[Records from a collection]
§

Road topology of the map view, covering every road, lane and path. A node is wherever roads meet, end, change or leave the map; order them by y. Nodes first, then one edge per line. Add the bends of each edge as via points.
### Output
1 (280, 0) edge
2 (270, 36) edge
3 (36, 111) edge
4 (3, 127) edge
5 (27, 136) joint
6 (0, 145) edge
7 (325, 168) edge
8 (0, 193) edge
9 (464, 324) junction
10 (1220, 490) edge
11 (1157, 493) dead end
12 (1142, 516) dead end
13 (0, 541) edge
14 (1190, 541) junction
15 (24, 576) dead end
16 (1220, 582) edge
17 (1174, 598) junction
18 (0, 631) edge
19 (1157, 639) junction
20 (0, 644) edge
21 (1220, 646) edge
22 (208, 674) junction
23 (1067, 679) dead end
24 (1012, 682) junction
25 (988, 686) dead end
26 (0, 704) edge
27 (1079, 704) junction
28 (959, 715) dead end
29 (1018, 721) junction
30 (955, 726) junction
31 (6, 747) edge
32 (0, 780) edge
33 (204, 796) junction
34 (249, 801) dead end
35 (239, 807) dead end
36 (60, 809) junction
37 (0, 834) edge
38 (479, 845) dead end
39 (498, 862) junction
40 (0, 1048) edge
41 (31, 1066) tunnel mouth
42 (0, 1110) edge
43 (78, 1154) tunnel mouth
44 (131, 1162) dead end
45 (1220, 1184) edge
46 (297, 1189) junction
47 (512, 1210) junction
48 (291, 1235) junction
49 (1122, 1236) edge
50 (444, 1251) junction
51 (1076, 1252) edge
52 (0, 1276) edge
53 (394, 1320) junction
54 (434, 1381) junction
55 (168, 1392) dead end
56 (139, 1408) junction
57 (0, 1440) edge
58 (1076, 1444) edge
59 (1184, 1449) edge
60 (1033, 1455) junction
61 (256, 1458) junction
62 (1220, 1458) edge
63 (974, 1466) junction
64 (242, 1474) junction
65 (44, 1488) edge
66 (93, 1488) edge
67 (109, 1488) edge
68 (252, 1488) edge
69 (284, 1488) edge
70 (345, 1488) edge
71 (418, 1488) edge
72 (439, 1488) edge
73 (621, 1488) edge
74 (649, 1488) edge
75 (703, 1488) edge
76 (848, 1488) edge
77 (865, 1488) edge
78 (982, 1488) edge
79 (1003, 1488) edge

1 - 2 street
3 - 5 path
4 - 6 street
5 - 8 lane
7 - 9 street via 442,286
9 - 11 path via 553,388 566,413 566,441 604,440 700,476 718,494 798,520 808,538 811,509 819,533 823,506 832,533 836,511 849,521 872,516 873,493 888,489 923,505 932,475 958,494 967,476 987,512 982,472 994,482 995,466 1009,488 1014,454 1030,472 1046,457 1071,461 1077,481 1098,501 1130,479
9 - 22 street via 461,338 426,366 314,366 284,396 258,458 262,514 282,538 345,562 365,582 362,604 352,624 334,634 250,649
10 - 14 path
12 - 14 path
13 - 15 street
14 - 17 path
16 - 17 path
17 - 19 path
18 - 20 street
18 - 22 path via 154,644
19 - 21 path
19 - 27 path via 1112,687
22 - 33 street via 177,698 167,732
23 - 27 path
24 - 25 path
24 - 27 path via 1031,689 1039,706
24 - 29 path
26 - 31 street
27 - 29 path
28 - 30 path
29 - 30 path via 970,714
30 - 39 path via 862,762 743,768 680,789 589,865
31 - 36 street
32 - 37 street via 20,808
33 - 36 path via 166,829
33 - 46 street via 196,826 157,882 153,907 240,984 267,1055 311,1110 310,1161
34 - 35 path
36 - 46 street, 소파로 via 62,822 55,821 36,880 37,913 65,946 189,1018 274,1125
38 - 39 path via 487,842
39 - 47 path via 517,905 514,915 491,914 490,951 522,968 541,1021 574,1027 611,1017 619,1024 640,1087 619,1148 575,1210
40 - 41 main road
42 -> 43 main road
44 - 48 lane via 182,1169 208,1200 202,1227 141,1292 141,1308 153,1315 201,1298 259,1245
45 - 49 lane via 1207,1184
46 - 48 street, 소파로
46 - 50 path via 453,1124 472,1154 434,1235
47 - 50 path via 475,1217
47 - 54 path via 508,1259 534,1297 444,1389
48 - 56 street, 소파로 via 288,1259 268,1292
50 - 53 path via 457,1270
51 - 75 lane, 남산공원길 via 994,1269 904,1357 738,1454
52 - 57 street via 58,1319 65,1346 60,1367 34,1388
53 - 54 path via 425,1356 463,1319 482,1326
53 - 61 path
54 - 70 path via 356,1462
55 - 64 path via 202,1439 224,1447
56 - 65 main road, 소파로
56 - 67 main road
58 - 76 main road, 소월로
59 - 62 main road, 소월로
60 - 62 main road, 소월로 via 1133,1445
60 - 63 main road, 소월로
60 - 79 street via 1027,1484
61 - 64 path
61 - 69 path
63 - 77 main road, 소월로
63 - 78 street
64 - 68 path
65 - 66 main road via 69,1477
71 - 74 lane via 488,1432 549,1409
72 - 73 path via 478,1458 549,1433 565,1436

§

### TASK DIRECTIONS:
Return the lines above exactly, keeping every word.

### SOLUTION FOR THIS TASK:
Road topology of the map view, covering every road, lane and path. A node is wherever roads meet, end, change or leave the map; order them by y. Nodes first, then one edge per line. Add the bends of each edge as via points.
### Output
1 (280, 0) edge
2 (270, 36) edge
3 (36, 111) edge
4 (3, 127) edge
5 (27, 136) joint
6 (0, 145) edge
7 (325, 168) edge
8 (0, 193) edge
9 (464, 324) junction
10 (1220, 490) edge
11 (1157, 493) dead end
12 (1142, 516) dead end
13 (0, 541) edge
14 (1190, 541) junction
15 (24, 576) dead end
16 (1220, 582) edge
17 (1174, 598) junction
18 (0, 631) edge
19 (1157, 639) junction
20 (0, 644) edge
21 (1220, 646) edge
22 (208, 674) junction
23 (1067, 679) dead end
24 (1012, 682) junction
25 (988, 686) dead end
26 (0, 704) edge
27 (1079, 704) junction
28 (959, 715) dead end
29 (1018, 721) junction
30 (955, 726) junction
31 (6, 747) edge
32 (0, 780) edge
33 (204, 796) junction
34 (249, 801) dead end
35 (239, 807) dead end
36 (60, 809) junction
37 (0, 834) edge
38 (479, 845) dead end
39 (498, 862) junction
40 (0, 1048) edge
41 (31, 1066) tunnel mouth
42 (0, 1110) edge
43 (78, 1154) tunnel mouth
44 (131, 1162) dead end
45 (1220, 1184) edge
46 (297, 1189) junction
47 (512, 1210) junction
48 (291, 1235) junction
49 (1122, 1236) edge
50 (444, 1251) junction
51 (1076, 1252) edge
52 (0, 1276) edge
53 (394, 1320) junction
54 (434, 1381) junction
55 (168, 1392) dead end
56 (139, 1408) junction
57 (0, 1440) edge
58 (1076, 1444) edge
59 (1184, 1449) edge
60 (1033, 1455) junction
61 (256, 1458) junction
62 (1220, 1458) edge
63 (974, 1466) junction
64 (242, 1474) junction
65 (44, 1488) edge
66 (93, 1488) edge
67 (109, 1488) edge
68 (252, 1488) edge
69 (284, 1488) edge
70 (345, 1488) edge
71 (418, 1488) edge
72 (439, 1488) edge
73 (621, 1488) edge
74 (649, 1488) edge
75 (703, 1488) edge
76 (848, 1488) edge
77 (865, 1488) edge
78 (982, 1488) edge
79 (1003, 1488) edge

1 - 2 street
3 - 5 path
4 - 6 street
5 - 8 lane
7 - 9 street via 442,286
9 - 11 path via 553,388 566,413 566,441 604,440 700,476 718,494 798,520 808,538 811,509 819,533 823,506 832,533 836,511 849,521 872,516 873,493 888,489 923,505 932,475 958,494 967,476 987,512 982,472 994,482 995,466 1009,488 1014,454 1030,472 1046,457 1071,461 1077,481 1098,501 1130,479
9 - 22 street via 461,338 426,366 314,366 284,396 258,458 262,514 282,538 345,562 365,582 362,604 352,624 334,634 250,649
10 - 14 path
12 - 14 path
13 - 15 street
14 - 17 path
16 - 17 path
17 - 19 path
18 - 20 street
18 - 22 path via 154,644
19 - 21 path
19 - 27 path via 1112,687
22 - 33 street via 177,698 167,732
23 - 27 path
24 - 25 path
24 - 27 path via 1031,689 1039,706
24 - 29 path
26 - 31 street
27 - 29 path
28 - 30 path
29 - 30 path via 970,714
30 - 39 path via 862,762 743,768 680,789 589,865
31 - 36 street
32 - 37 street via 20,808
33 - 36 path via 166,829
33 - 46 street via 196,826 157,882 153,907 240,984 267,1055 311,1110 310,1161
34 - 35 path
36 - 46 street, 소파로 via 62,822 55,821 36,880 37,913 65,946 189,1018 274,1125
38 - 39 path via 487,842
39 - 47 path via 517,905 514,915 491,914 490,951 522,968 541,1021 574,1027 611,1017 619,1024 640,1087 619,1148 575,1210
40 - 41 main road
42 -> 43 main road
44 - 48 lane via 182,1169 208,1200 202,1227 141,1292 141,1308 153,1315 201,1298 259,1245
45 - 49 lane via 1207,1184
46 - 48 street, 소파로
46 - 50 path via 453,1124 472,1154 434,1235
47 - 50 path via 475,1217
47 - 54 path via 508,1259 534,1297 444,1389
48 - 56 street, 소파로 via 288,1259 268,1292
50 - 53 path via 457,1270
51 - 75 lane, 남산공원길 via 994,1269 904,1357 738,1454
52 - 57 street via 58,1319 65,1346 60,1367 34,1388
53 - 54 path via 425,1356 463,1319 482,1326
53 - 61 path
54 - 70 path via 356,1462
55 - 64 path via 202,1439 224,1447
56 - 65 main road, 소파로
56 - 67 main road
58 - 76 main road, 소월로
59 - 62 main road, 소월로
60 - 62 main road, 소월로 via 1133,1445
60 - 63 main road, 소월로
60 - 79 street via 1027,1484
61 - 64 path
61 - 69 path
63 - 77 main road, 소월로
63 - 78 street
64 - 68 path
65 - 66 main road via 69,1477
71 - 74 lane via 488,1432 549,1409
72 - 73 path via 478,1458 549,1433 565,1436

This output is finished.